● **What is required**: Transcribe everything in the records exactly. Skip the images.

[Record set Boundary: Start]

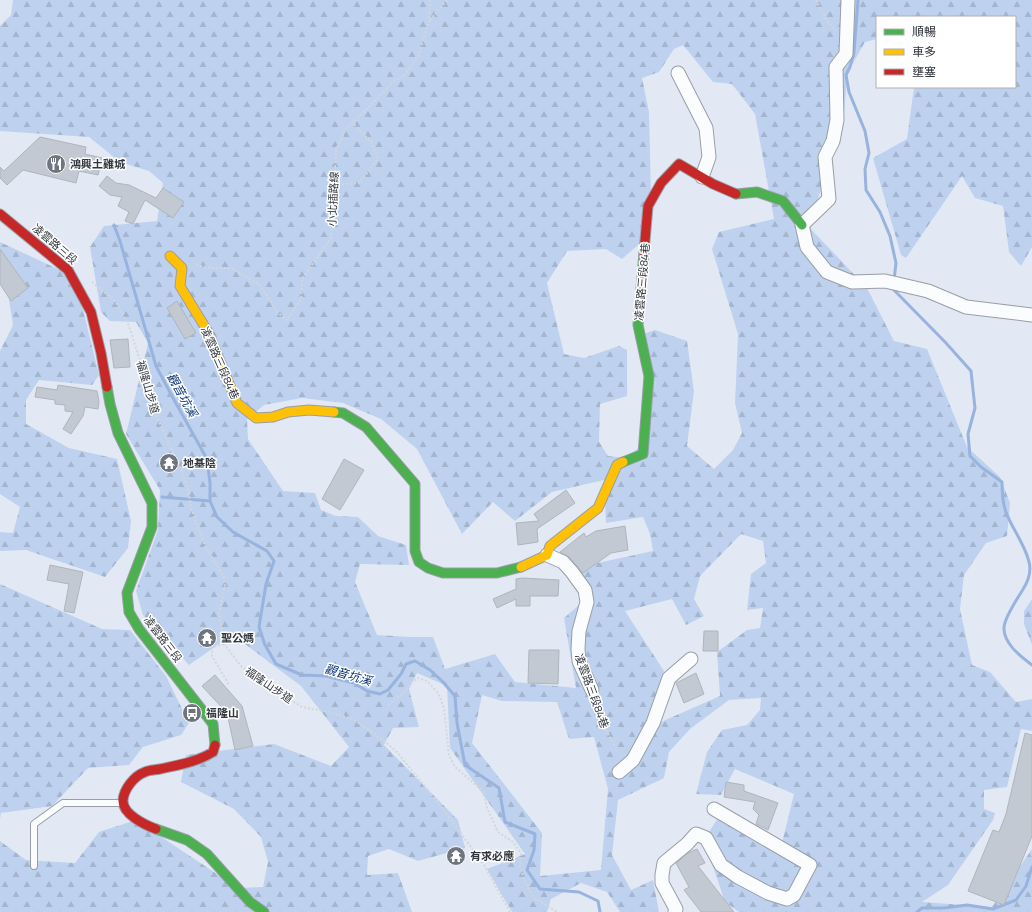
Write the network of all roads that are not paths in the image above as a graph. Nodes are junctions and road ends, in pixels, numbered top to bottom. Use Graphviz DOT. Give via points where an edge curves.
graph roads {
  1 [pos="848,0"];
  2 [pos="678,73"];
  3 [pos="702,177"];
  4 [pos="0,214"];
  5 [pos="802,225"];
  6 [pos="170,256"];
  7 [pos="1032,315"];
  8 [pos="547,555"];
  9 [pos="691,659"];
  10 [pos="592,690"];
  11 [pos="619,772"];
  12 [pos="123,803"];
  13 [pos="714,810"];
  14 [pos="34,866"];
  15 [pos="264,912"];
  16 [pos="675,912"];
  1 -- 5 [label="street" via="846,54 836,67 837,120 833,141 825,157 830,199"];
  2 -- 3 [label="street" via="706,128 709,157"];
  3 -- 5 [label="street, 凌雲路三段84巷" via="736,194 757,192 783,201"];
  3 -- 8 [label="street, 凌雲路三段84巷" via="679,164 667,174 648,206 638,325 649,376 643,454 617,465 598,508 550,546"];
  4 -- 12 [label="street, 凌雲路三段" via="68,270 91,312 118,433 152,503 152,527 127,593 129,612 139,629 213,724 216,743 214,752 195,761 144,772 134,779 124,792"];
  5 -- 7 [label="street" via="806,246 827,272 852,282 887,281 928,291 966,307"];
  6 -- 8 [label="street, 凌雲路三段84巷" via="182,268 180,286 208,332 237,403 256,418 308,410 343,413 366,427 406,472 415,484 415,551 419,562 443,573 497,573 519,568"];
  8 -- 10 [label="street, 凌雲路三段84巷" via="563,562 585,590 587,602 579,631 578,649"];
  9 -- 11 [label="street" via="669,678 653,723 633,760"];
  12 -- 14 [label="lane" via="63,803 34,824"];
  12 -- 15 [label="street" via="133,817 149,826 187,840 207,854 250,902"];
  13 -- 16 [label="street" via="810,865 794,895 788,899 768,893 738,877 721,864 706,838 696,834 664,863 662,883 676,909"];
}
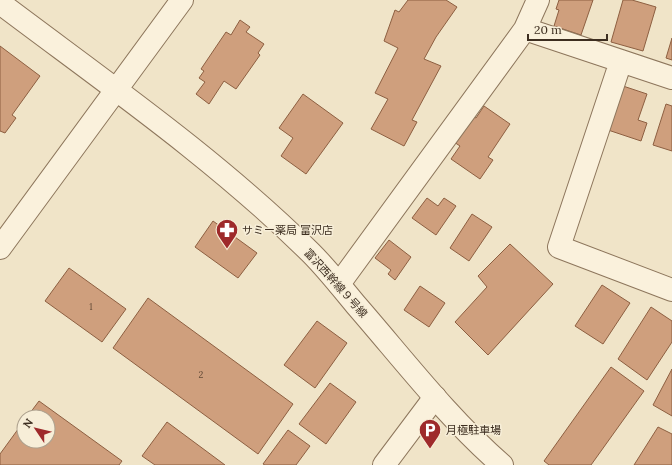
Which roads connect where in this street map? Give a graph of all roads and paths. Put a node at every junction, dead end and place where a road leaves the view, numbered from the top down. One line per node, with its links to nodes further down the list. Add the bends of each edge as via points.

[Record set Boundary: End]

● **Answer space**:
Write the network of all roads that are not paths in the image above as a graph. Nodes are junctions and road ends, in pixels, numbered top to bottom. Use Graphviz DOT. Give via points where an edge curves.
graph roads {
  1 [pos="848,0"];
  2 [pos="678,73"];
  3 [pos="702,177"];
  4 [pos="0,214"];
  5 [pos="802,225"];
  6 [pos="170,256"];
  7 [pos="1032,315"];
  8 [pos="547,555"];
  9 [pos="691,659"];
  10 [pos="592,690"];
  11 [pos="619,772"];
  12 [pos="123,803"];
  13 [pos="714,810"];
  14 [pos="34,866"];
  15 [pos="264,912"];
  16 [pos="675,912"];
  1 -- 5 [label="street" via="846,54 836,67 837,120 833,141 825,157 830,199"];
  2 -- 3 [label="street" via="706,128 709,157"];
  3 -- 5 [label="street, 凌雲路三段84巷" via="736,194 757,192 783,201"];
  3 -- 8 [label="street, 凌雲路三段84巷" via="679,164 667,174 648,206 638,325 649,376 643,454 617,465 598,508 550,546"];
  4 -- 12 [label="street, 凌雲路三段" via="68,270 91,312 118,433 152,503 152,527 127,593 129,612 139,629 213,724 216,743 214,752 195,761 144,772 134,779 124,792"];
  5 -- 7 [label="street" via="806,246 827,272 852,282 887,281 928,291 966,307"];
  6 -- 8 [label="street, 凌雲路三段84巷" via="182,268 180,286 208,332 237,403 256,418 308,410 343,413 366,427 406,472 415,484 415,551 419,562 443,573 497,573 519,568"];
  8 -- 10 [label="street, 凌雲路三段84巷" via="563,562 585,590 587,602 579,631 578,649"];
  9 -- 11 [label="street" via="669,678 653,723 633,760"];
  12 -- 14 [label="lane" via="63,803 34,824"];
  12 -- 15 [label="street" via="133,817 149,826 187,840 207,854 250,902"];
  13 -- 16 [label="street" via="810,865 794,895 788,899 768,893 738,877 721,864 706,838 696,834 664,863 662,883 676,909"];
}
Which roads connect where in this street map? Give a graph of all roads and paths. Put a node at every junction, dead end and place where a road leaves the view, numbered from the top down. One line per node, with its links to nodes further down the list. Add the bends of each edge as via points.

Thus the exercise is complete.